Capitalism Can’t End Racist Exploitation
Wednesday, August 14, 2013 at 8:25PM
Contributor

On August 28, 1963, 300,000 demonstrators converged in multiracial unity for the March on Washington For Jobs and Freedom. Fifty years later, with racist inequalities growing wider all the time, we can see the limits of reform under capitalism — and the urgent need for communist revolution.
The 1960s were a brighter time for the U.S. working class. Despite reversals of workers’ power in the Soviet Union and China, the revolutions in those countries still inspired class struggle. Two mass movements — for civil rights and against the war in Vietnam — galvanized millions of workers and youth. Rebellions broke out in oppressed and brutalized poor black neighborhoods, from Harlem and Newark to Watts and Detroit.
The March on Washington was designed to channel this anger into a set of legalistic demands. Not everyone went with the program. Malcolm X denounced the march as a “circus” and a “farce.” The author James Baldwin was banned from speaking by mainstream civil rights leaders who were currying favor with President John F. Kennedy. Student Nonviolent Coordinating Committee’s (SNCC) John Lewis did speak, but only after the organizers censored his critique of the president’s pending civil rights bill. Among the lines they struck: “Mr. Kennedy is trying to take the revolution out of the streets and put it into the courts.”
 

Legal Reforms Can’t Protect Workers
 The approved demands were read aloud to the throng by pacifist Bayard Rustin. Among them were the passage of “effective” civil rights legislation, the immediate end to segregation “in every school district” in the U.S., the “defeat” of unemployment, an increase in the national minimum wage, and a call for “black men and men of every minority group” to get “all of the rights…given to any citizen.”
The capitalist ruling class, shaken by the urban uprisings of the sixties and the threat they posed to the profit system, gave its bought-and-paid-for politicians a new set of marching orders. The Civil Rights Act was passed by Congress in 1964, the Voting Rights Act in 1965, the Fair Housing Act in 1968. The number of elected black officials grew from 1,469 in 1970 to more than ten thousand today.
But none of these laws or politicians can alter the fundamental fact that U.S. capitalism is in crisis. The bosses’ rate of profit is falling.  Imperialist rivals are rising. (China has overtaken the U.S. as the world’s leading manufacturer, and is building a modern deep ocean navy.) With no mass movement to be pacified, and no other nation standing as a communist beacon, U.S. capitalists have been free to intensify their attacks on workers’ standard of living. While median household income has been flat since 1973, and conditions for the poorest are in free fall, the 400 richest U.S. billionaires are now worth $1.7 trillion. According to Forbes magazine, their assets — essentially the profits they’ve stolen from the working class — grew by $200 billion in 2012 alone.
The civil rights movement represented millions of honest working people — black, Latino, Asian and white. Many sacrificed careers and even their lives in this anti-racist struggle. But the movement had no chance to realize its goals because its leadership focused on legal reform within the status quo. Under capitalism, laws can always be changed or reversed or ignored to suit the rulers’ needs of the moment. (This was true long before the Voting Rights Act was gutted last month in a transparently racist decision by the U.S. Supreme Court.) Laws are the smoke and mirrors the bosses use to conceal what really runs their system, the rule of maximum profit.
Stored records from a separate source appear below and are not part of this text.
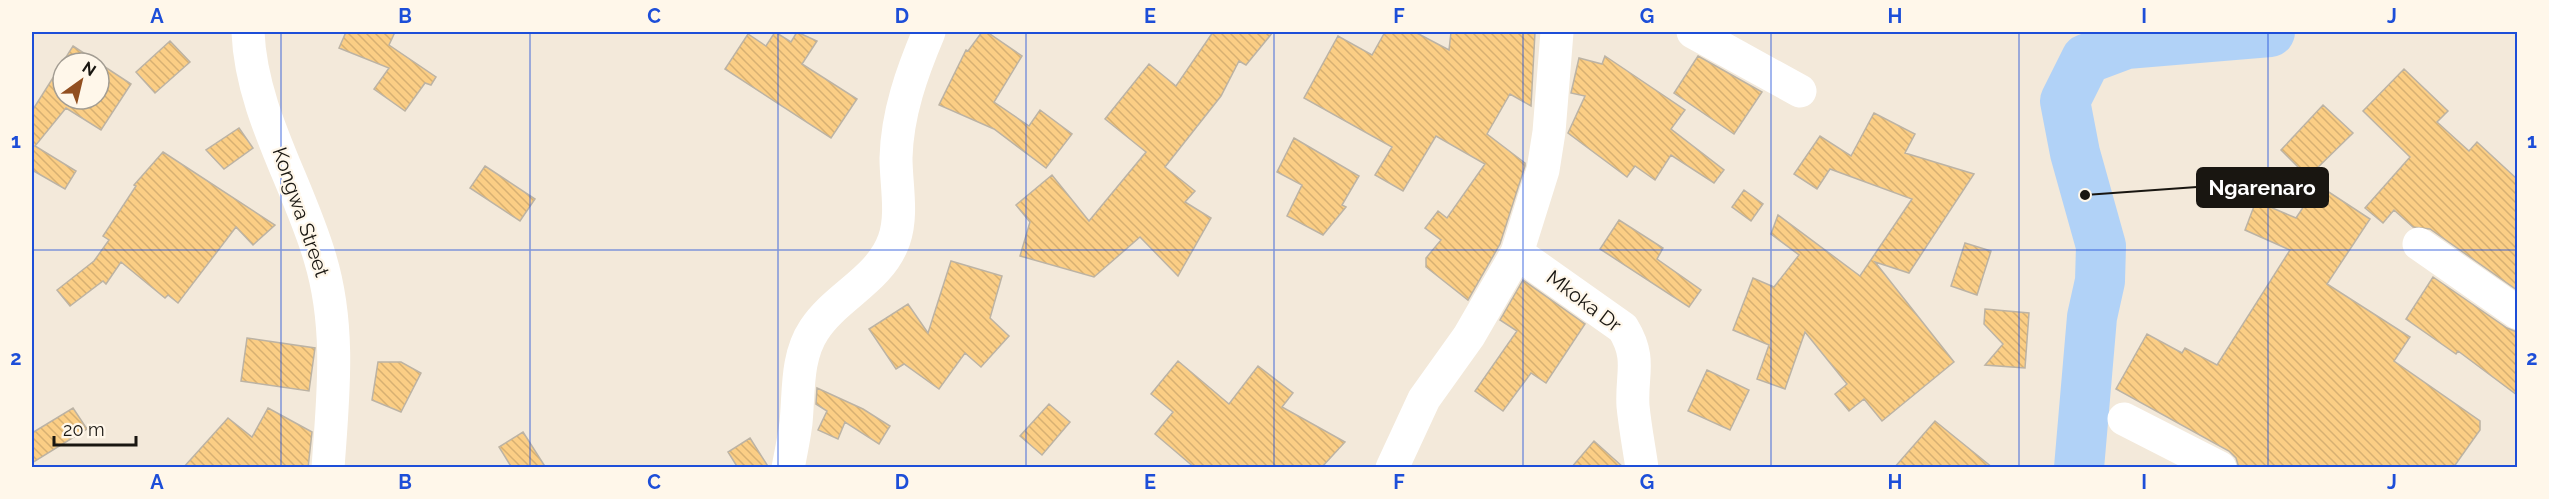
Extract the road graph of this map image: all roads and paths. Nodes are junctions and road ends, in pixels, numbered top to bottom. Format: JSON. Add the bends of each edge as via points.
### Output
{"nodes":[{"id":1,"x":248,"y":32,"type":"edge"},
{"id":2,"x":929,"y":32,"type":"edge"},
{"id":3,"x":1557,"y":32,"type":"edge"},
{"id":4,"x":1693,"y":32,"type":"edge"},
{"id":5,"x":1800,"y":91,"type":"dead end"},
{"id":6,"x":2419,"y":244,"type":"dead end"},
{"id":7,"x":1517,"y":253,"type":"junction"},
{"id":8,"x":2517,"y":313,"type":"edge"},
{"id":9,"x":2124,"y":419,"type":"dead end"},
{"id":10,"x":328,"y":468,"type":"edge"},
{"id":11,"x":788,"y":468,"type":"edge"},
{"id":12,"x":1392,"y":468,"type":"edge"},
{"id":13,"x":1642,"y":468,"type":"edge"},
{"id":14,"x":2220,"y":468,"type":"edge"}],
"edges":[{"from":1,"to":10,"type":"street","name":"Kongwa Street","via":[[249,51],[266,116],[310,225],[330,300],[335,352]]},
{"from":2,"to":11,"type":"street","via":[[902,111],[896,158],[898,216],[894,240],[878,268],[829,312],[807,342],[800,363]]},
{"from":3,"to":7,"type":"street","via":[[1550,132],[1543,170]]},
{"from":4,"to":5,"type":"street"},
{"from":6,"to":8,"type":"street"},
{"from":7,"to":12,"type":"street","via":[[1469,336],[1424,399]]},
{"from":7,"to":13,"type":"street","name":"Mkoka Dr","via":[[1623,328],[1632,343],[1636,359],[1633,403]]},
{"from":9,"to":14,"type":"street"}]}
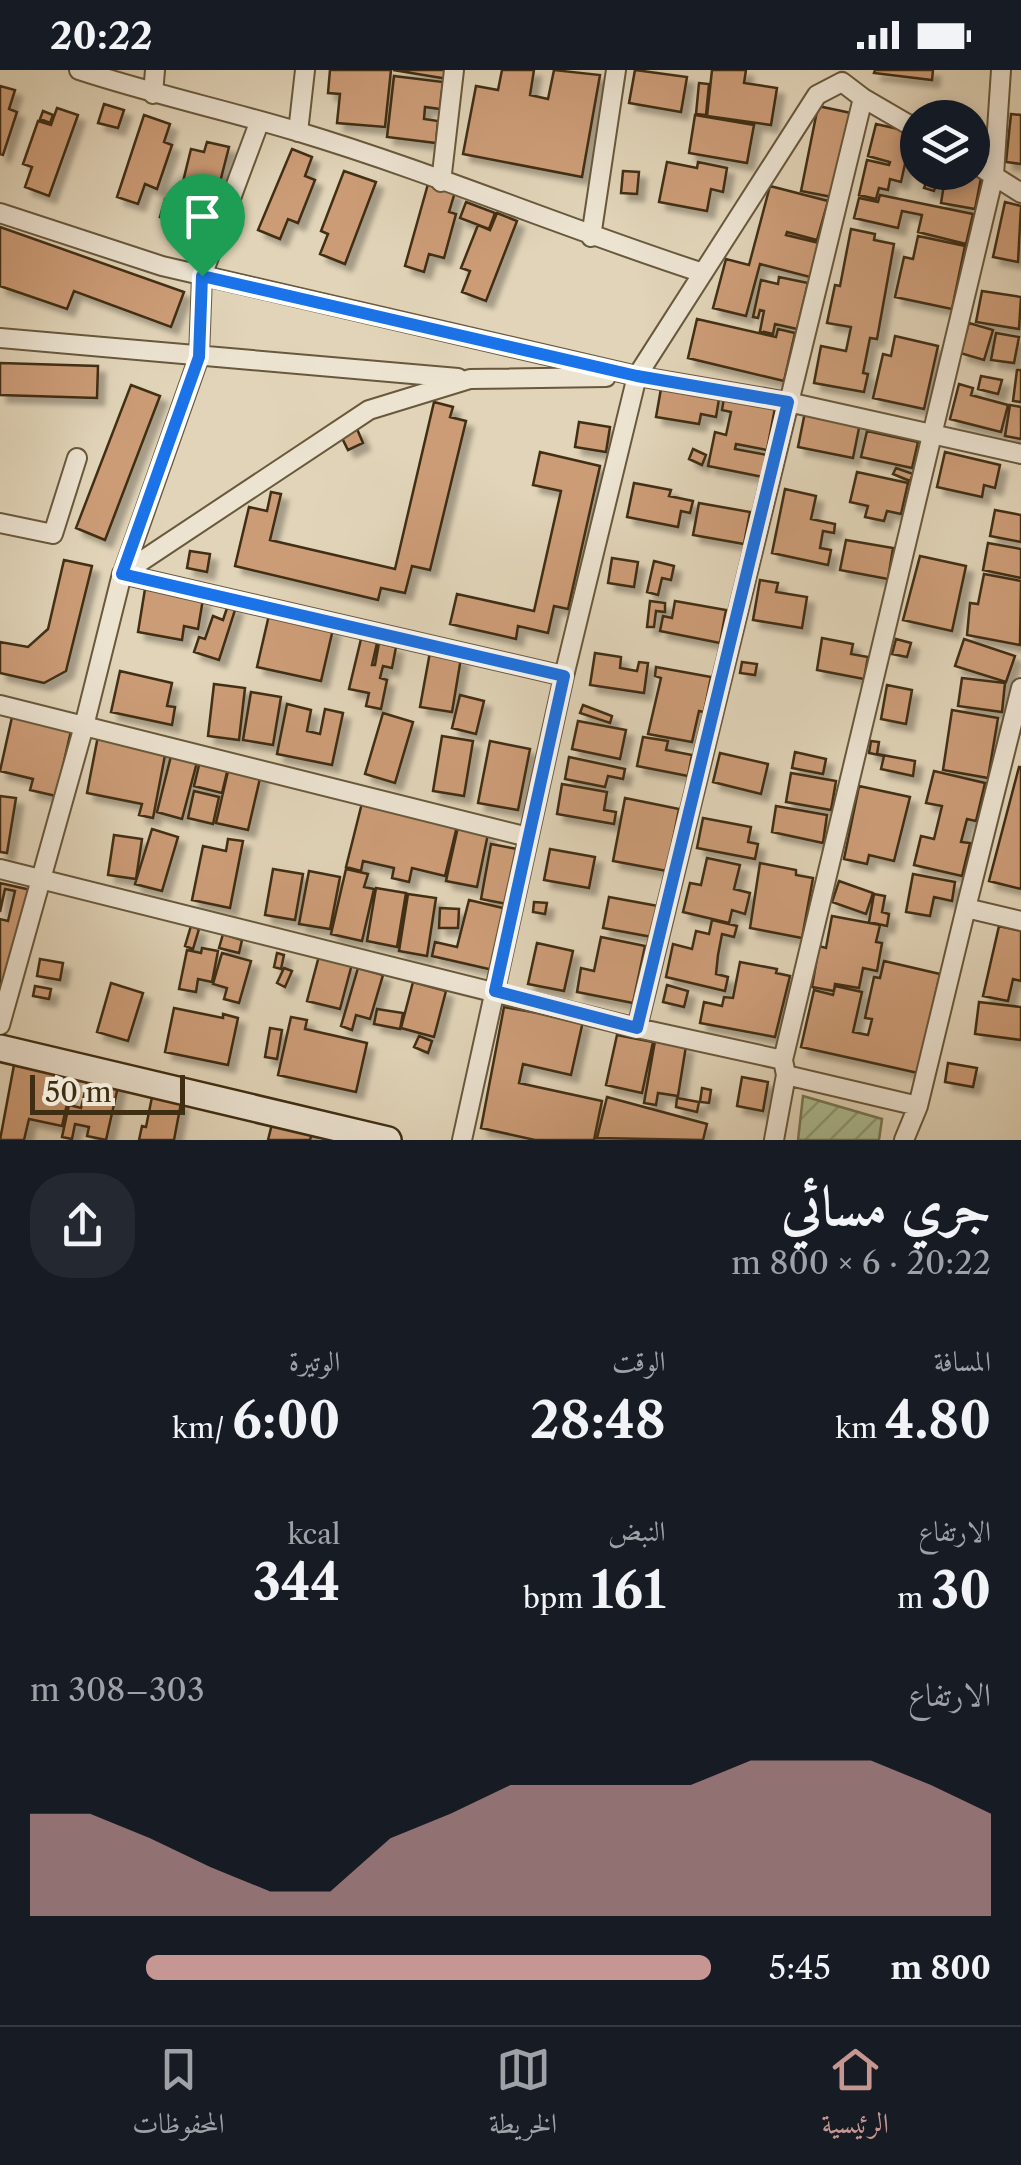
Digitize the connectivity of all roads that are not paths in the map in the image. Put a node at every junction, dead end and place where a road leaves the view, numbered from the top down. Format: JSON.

New Presidents, Same Old Racism

We’ve had nine presidents after Kennedy: Republicans and Democrats, conservatives and liberals, white men and Barack Obama. Nine administrations later, the movement’s “dream” is fast receding amid the nightmare of capitalism. Officially sanctioned racism is on the rise, from police murders of black teenagers to Obama’s wholesale deportation of nearly two million immigrants. Racism will never be reformed away; it’s an essential component of the profit system. The capitalists need it to exploit workers (including white workers), and also to keep them from seeing their common interests — or their common enemy.
Today, material conditions for the working class in general and black workers in particular are deteriorating. Despite countless waves of reforms, we are in many respects worse off than we were thirty or forty years ago. Jobs and freedom, among other things, are harder to come by than they were in 1963. Consider:

Smash Racism with Communism!
It’s a good start to march for jobs and human rights, but we cannot stop there. To put an end to the inequalities and all the racist horrors of capitalism, we need to smash a system built on profit and replace it from the ground up, with a society based on workers’ needs. We need a communist revolution led by a revolutionary party — the Progressive
Labor Party. Join us!

 

Article originally appeared on The Revolutionary Communist Progressive Labor Party (http://www.plparchive.org/).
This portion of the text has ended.